Work instructions: Would you restate every entry that follows, word for word, and leave out the pictures?

Exercise data:
_ _ _ _
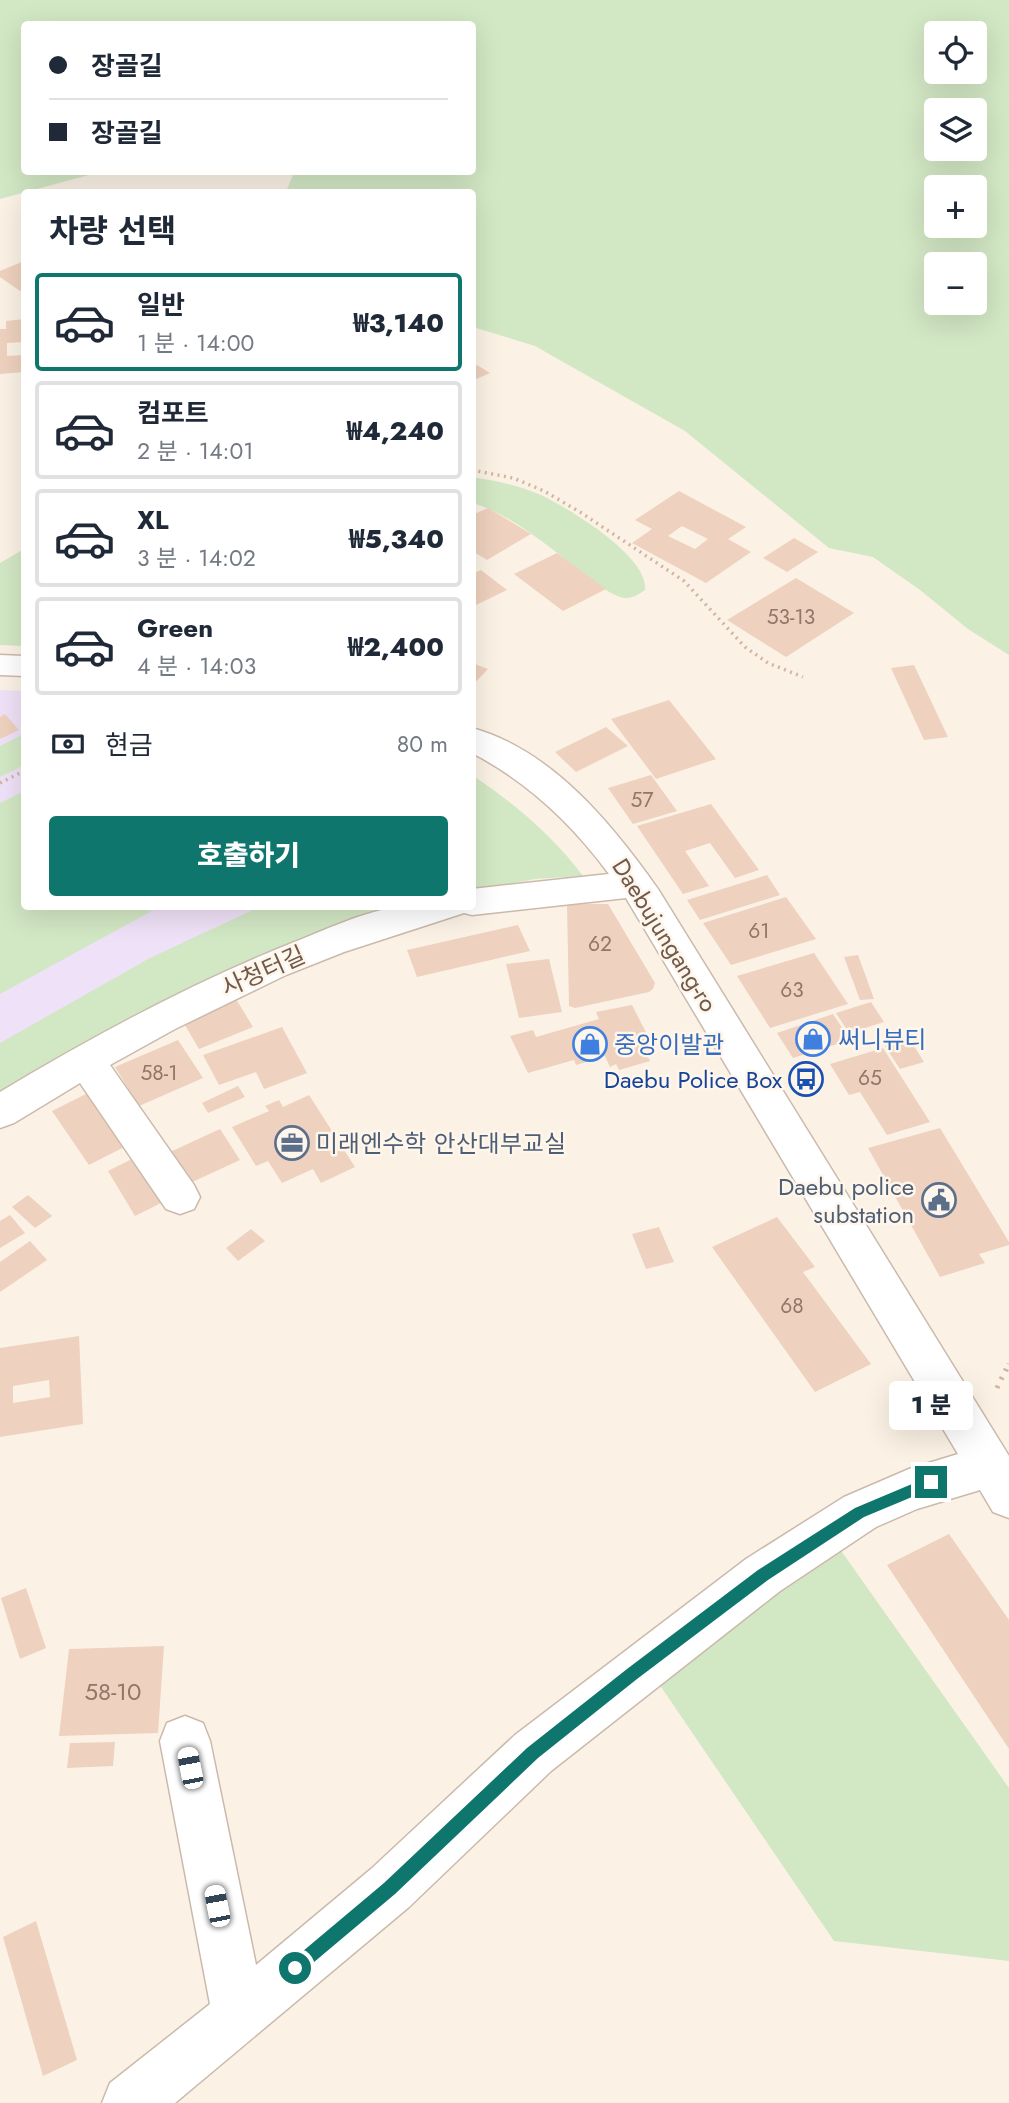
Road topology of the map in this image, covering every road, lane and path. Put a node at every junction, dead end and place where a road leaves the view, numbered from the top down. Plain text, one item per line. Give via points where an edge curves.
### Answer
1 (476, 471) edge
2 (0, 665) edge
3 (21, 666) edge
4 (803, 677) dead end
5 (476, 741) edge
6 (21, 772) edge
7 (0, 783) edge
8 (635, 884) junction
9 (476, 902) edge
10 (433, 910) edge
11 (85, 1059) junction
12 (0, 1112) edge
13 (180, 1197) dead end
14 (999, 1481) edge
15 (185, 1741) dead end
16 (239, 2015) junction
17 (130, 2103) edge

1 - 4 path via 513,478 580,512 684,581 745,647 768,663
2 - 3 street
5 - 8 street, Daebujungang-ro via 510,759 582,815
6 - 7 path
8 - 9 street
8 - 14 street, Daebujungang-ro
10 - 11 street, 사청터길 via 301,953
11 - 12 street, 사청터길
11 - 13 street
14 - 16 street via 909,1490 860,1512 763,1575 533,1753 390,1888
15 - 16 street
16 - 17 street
_ _ _ _
Your solution:
Road topology of the map in this image, covering every road, lane and path. Put a node at every junction, dead end and place where a road leaves the view, numbered from the top down. Plain text, one item per line. Give via points where an edge curves.
### Answer
1 (476, 471) edge
2 (0, 665) edge
3 (21, 666) edge
4 (803, 677) dead end
5 (476, 741) edge
6 (21, 772) edge
7 (0, 783) edge
8 (635, 884) junction
9 (476, 902) edge
10 (433, 910) edge
11 (85, 1059) junction
12 (0, 1112) edge
13 (180, 1197) dead end
14 (999, 1481) edge
15 (185, 1741) dead end
16 (239, 2015) junction
17 (130, 2103) edge

1 - 4 path via 513,478 580,512 684,581 745,647 768,663
2 - 3 street
5 - 8 street, Daebujungang-ro via 510,759 582,815
6 - 7 path
8 - 9 street
8 - 14 street, Daebujungang-ro
10 - 11 street, 사청터길 via 301,953
11 - 12 street, 사청터길
11 - 13 street
14 - 16 street via 909,1490 860,1512 763,1575 533,1753 390,1888
15 - 16 street
16 - 17 street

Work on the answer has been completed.